### DATA SUPPLIED
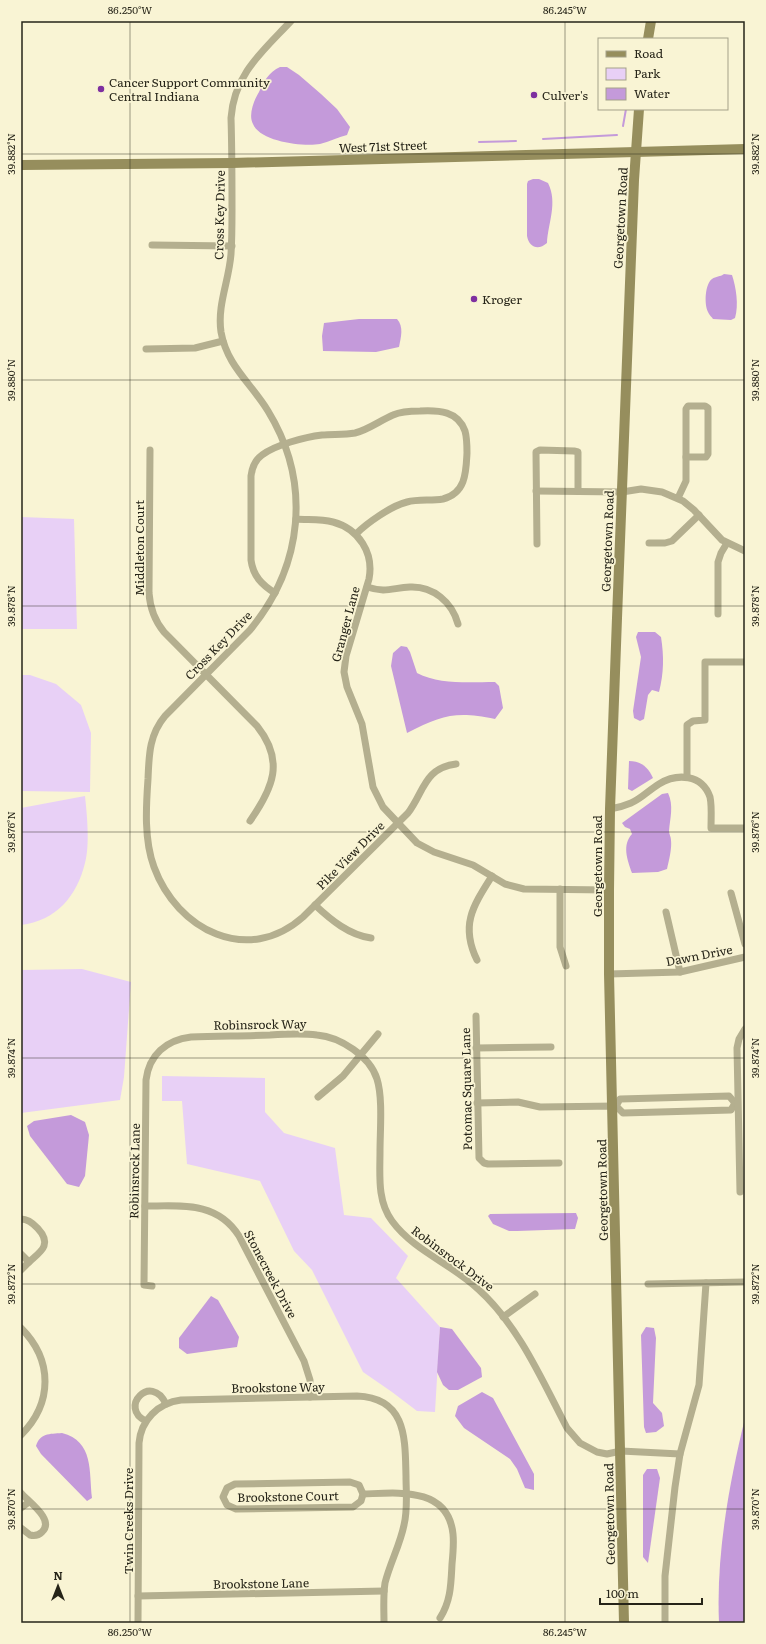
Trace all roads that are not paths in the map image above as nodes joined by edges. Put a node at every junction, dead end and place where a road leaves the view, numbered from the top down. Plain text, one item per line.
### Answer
1 (291, 21) edge
2 (650, 21) edge
3 (648, 38) edge
4 (639, 110) edge
5 (745, 149) edge
6 (636, 152) junction
7 (232, 164) junction
8 (21, 165) edge
9 (152, 245) dead end
10 (232, 246) junction
11 (223, 341) junction
12 (146, 349) dead end
13 (284, 445) junction
14 (150, 450) dead end
15 (686, 457) junction
16 (536, 491) junction
17 (578, 491) junction
18 (622, 492) junction
19 (678, 498) junction
20 (699, 515) junction
21 (296, 519) junction
22 (356, 534) junction
23 (649, 543) dead end
24 (537, 544) dead end
25 (727, 544) junction
26 (745, 551) edge
27 (367, 587) junction
28 (275, 593) junction
29 (718, 614) dead end
30 (458, 624) dead end
31 (745, 662) edge
32 (206, 674) junction
33 (456, 764) dead end
34 (687, 777) junction
35 (610, 809) junction
36 (250, 821) dead end
37 (399, 822) junction
38 (745, 828) edge
39 (492, 876) junction
40 (560, 889) junction
41 (610, 890) junction
42 (731, 893) dead end
43 (315, 905) junction
44 (666, 912) dead end
45 (218, 935) joint
46 (371, 938) dead end
47 (745, 944) edge
48 (745, 957) edge
49 (477, 960) dead end
50 (566, 966) dead end
51 (680, 972) junction
52 (609, 974) junction
53 (476, 1016) dead end
54 (745, 1029) edge
55 (378, 1034) dead end
56 (551, 1047) dead end
57 (476, 1048) junction
58 (158, 1052) joint
59 (360, 1056) junction
60 (318, 1097) dead end
61 (477, 1103) junction
62 (737, 1103) junction
63 (614, 1106) junction
64 (560, 1163) dead end
65 (740, 1192) dead end
66 (145, 1206) junction
67 (21, 1219) edge
68 (21, 1254) edge
69 (29, 1262) junction
70 (21, 1270) edge
71 (745, 1282) edge
72 (706, 1283) junction
73 (648, 1284) dead end
74 (152, 1286) dead end
75 (535, 1294) dead end
76 (503, 1317) junction
77 (21, 1328) edge
78 (310, 1397) junction
79 (166, 1404) junction
80 (155, 1411) joint
81 (146, 1421) junction
82 (21, 1435) edge
83 (620, 1451) junction
84 (680, 1454) junction
85 (406, 1493) junction
86 (21, 1494) edge
87 (363, 1494) junction
88 (29, 1502) junction
89 (21, 1508) edge
90 (21, 1528) edge
91 (384, 1591) junction
92 (138, 1596) junction
93 (440, 1618) dead end
94 (138, 1623) edge
95 (384, 1623) edge
96 (624, 1623) edge
97 (665, 1623) edge

1 - 7 street, Cross Key Drive
2 - 3 main road
4 - 6 main road, Georgetown Road
5 - 6 main road, West 71st Street
6 - 7 main road, West 71st Street
6 - 18 main road, Georgetown Road
7 - 8 main road, West 71st Street
7 - 10 street, Cross Key Drive
9 - 10 street
10 - 11 street, Cross Key Drive
11 - 12 street
11 - 13 street, Cross Key Drive
13 - 21 street, Cross Key Drive
13 - 22 street
13 - 28 street
14 - 32 street, Middleton Court
15 - 15 street
15 - 19 street
16 - 17 street
16 - 17 street
16 - 24 street
17 - 18 street
18 - 19 street
18 - 35 main road, Georgetown Road
19 - 20 street
20 - 23 street
20 - 25 street
21 - 22 street, Granger Lane
21 - 28 street, Cross Key Drive
22 - 27 street, Granger Lane
25 - 26 street
25 - 29 street
27 - 30 street
27 - 37 street, Granger Lane
28 - 32 street, Cross Key Drive
31 - 34 street
32 - 36 street, Middleton Court
32 - 45 street, Cross Key Drive
33 - 37 street
34 - 35 street
34 - 38 street
35 - 41 main road, Georgetown Road
37 - 39 street, Pike View Drive
37 - 43 street, Pike View Drive
39 - 40 street, Pike View Drive
39 - 49 street
40 - 41 street, Pike View Drive
40 - 50 street
41 - 52 main road, Georgetown Road
42 - 47 street
43 - 45 street, Pike View Drive
43 - 46 street
44 - 51 street
48 - 51 street, Dawn Drive
51 - 52 street, Dawn Drive
52 - 63 main road, Georgetown Road
53 - 57 street, Potomac Square Lane
54 - 62 street
55 - 59 street
56 - 57 street
57 - 61 street, Potomac Square Lane
58 - 59 street, Robinsrock Way
58 - 66 street, Robinsrock Lane
59 - 60 street
59 - 76 street, Robinsrock Drive
61 - 63 street
61 - 64 street, Potomac Square Lane
62 - 63 street
62 - 63 street
62 - 65 street
63 - 83 main road, Georgetown Road
66 - 74 street, Robinsrock Lane
66 - 78 street, Stonecreek Drive
67 - 69 street
68 - 69 street
69 - 70 street
71 - 72 street
72 - 73 street
72 - 84 street
75 - 76 street
76 - 83 street, Robinsrock Drive
77 - 82 street
78 - 79 street, Brookstone Way
78 - 85 street, Brookstone Way
79 - 80 street, Brookstone Way
79 - 81 street
80 - 81 street, Twin Creeks Drive
81 - 92 street, Twin Creeks Drive
83 - 84 street, Robinsrock Drive
83 - 96 main road, Georgetown Road
84 - 97 street
85 - 87 street
85 - 91 street
85 - 93 street
86 - 88 street
87 - 87 street, Brookstone Court
88 - 89 street
88 - 90 street
91 - 92 street, Brookstone Lane
91 - 95 street
92 - 94 street, Twin Creeks Drive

### TRY IT
Make an exact printout of the listing above, omitting the images.

### RESULT OF THE EXERCISE
Trace all roads that are not paths in the map image above as nodes joined by edges. Put a node at every junction, dead end and place where a road leaves the view, numbered from the top down. Plain text, one item per line.
### Answer
1 (291, 21) edge
2 (650, 21) edge
3 (648, 38) edge
4 (639, 110) edge
5 (745, 149) edge
6 (636, 152) junction
7 (232, 164) junction
8 (21, 165) edge
9 (152, 245) dead end
10 (232, 246) junction
11 (223, 341) junction
12 (146, 349) dead end
13 (284, 445) junction
14 (150, 450) dead end
15 (686, 457) junction
16 (536, 491) junction
17 (578, 491) junction
18 (622, 492) junction
19 (678, 498) junction
20 (699, 515) junction
21 (296, 519) junction
22 (356, 534) junction
23 (649, 543) dead end
24 (537, 544) dead end
25 (727, 544) junction
26 (745, 551) edge
27 (367, 587) junction
28 (275, 593) junction
29 (718, 614) dead end
30 (458, 624) dead end
31 (745, 662) edge
32 (206, 674) junction
33 (456, 764) dead end
34 (687, 777) junction
35 (610, 809) junction
36 (250, 821) dead end
37 (399, 822) junction
38 (745, 828) edge
39 (492, 876) junction
40 (560, 889) junction
41 (610, 890) junction
42 (731, 893) dead end
43 (315, 905) junction
44 (666, 912) dead end
45 (218, 935) joint
46 (371, 938) dead end
47 (745, 944) edge
48 (745, 957) edge
49 (477, 960) dead end
50 (566, 966) dead end
51 (680, 972) junction
52 (609, 974) junction
53 (476, 1016) dead end
54 (745, 1029) edge
55 (378, 1034) dead end
56 (551, 1047) dead end
57 (476, 1048) junction
58 (158, 1052) joint
59 (360, 1056) junction
60 (318, 1097) dead end
61 (477, 1103) junction
62 (737, 1103) junction
63 (614, 1106) junction
64 (560, 1163) dead end
65 (740, 1192) dead end
66 (145, 1206) junction
67 (21, 1219) edge
68 (21, 1254) edge
69 (29, 1262) junction
70 (21, 1270) edge
71 (745, 1282) edge
72 (706, 1283) junction
73 (648, 1284) dead end
74 (152, 1286) dead end
75 (535, 1294) dead end
76 (503, 1317) junction
77 (21, 1328) edge
78 (310, 1397) junction
79 (166, 1404) junction
80 (155, 1411) joint
81 (146, 1421) junction
82 (21, 1435) edge
83 (620, 1451) junction
84 (680, 1454) junction
85 (406, 1493) junction
86 (21, 1494) edge
87 (363, 1494) junction
88 (29, 1502) junction
89 (21, 1508) edge
90 (21, 1528) edge
91 (384, 1591) junction
92 (138, 1596) junction
93 (440, 1618) dead end
94 (138, 1623) edge
95 (384, 1623) edge
96 (624, 1623) edge
97 (665, 1623) edge

1 - 7 street, Cross Key Drive
2 - 3 main road
4 - 6 main road, Georgetown Road
5 - 6 main road, West 71st Street
6 - 7 main road, West 71st Street
6 - 18 main road, Georgetown Road
7 - 8 main road, West 71st Street
7 - 10 street, Cross Key Drive
9 - 10 street
10 - 11 street, Cross Key Drive
11 - 12 street
11 - 13 street, Cross Key Drive
13 - 21 street, Cross Key Drive
13 - 22 street
13 - 28 street
14 - 32 street, Middleton Court
15 - 15 street
15 - 19 street
16 - 17 street
16 - 17 street
16 - 24 street
17 - 18 street
18 - 19 street
18 - 35 main road, Georgetown Road
19 - 20 street
20 - 23 street
20 - 25 street
21 - 22 street, Granger Lane
21 - 28 street, Cross Key Drive
22 - 27 street, Granger Lane
25 - 26 street
25 - 29 street
27 - 30 street
27 - 37 street, Granger Lane
28 - 32 street, Cross Key Drive
31 - 34 street
32 - 36 street, Middleton Court
32 - 45 street, Cross Key Drive
33 - 37 street
34 - 35 street
34 - 38 street
35 - 41 main road, Georgetown Road
37 - 39 street, Pike View Drive
37 - 43 street, Pike View Drive
39 - 40 street, Pike View Drive
39 - 49 street
40 - 41 street, Pike View Drive
40 - 50 street
41 - 52 main road, Georgetown Road
42 - 47 street
43 - 45 street, Pike View Drive
43 - 46 street
44 - 51 street
48 - 51 street, Dawn Drive
51 - 52 street, Dawn Drive
52 - 63 main road, Georgetown Road
53 - 57 street, Potomac Square Lane
54 - 62 street
55 - 59 street
56 - 57 street
57 - 61 street, Potomac Square Lane
58 - 59 street, Robinsrock Way
58 - 66 street, Robinsrock Lane
59 - 60 street
59 - 76 street, Robinsrock Drive
61 - 63 street
61 - 64 street, Potomac Square Lane
62 - 63 street
62 - 63 street
62 - 65 street
63 - 83 main road, Georgetown Road
66 - 74 street, Robinsrock Lane
66 - 78 street, Stonecreek Drive
67 - 69 street
68 - 69 street
69 - 70 street
71 - 72 street
72 - 73 street
72 - 84 street
75 - 76 street
76 - 83 street, Robinsrock Drive
77 - 82 street
78 - 79 street, Brookstone Way
78 - 85 street, Brookstone Way
79 - 80 street, Brookstone Way
79 - 81 street
80 - 81 street, Twin Creeks Drive
81 - 92 street, Twin Creeks Drive
83 - 84 street, Robinsrock Drive
83 - 96 main road, Georgetown Road
84 - 97 street
85 - 87 street
85 - 91 street
85 - 93 street
86 - 88 street
87 - 87 street, Brookstone Court
88 - 89 street
88 - 90 street
91 - 92 street, Brookstone Lane
91 - 95 street
92 - 94 street, Twin Creeks Drive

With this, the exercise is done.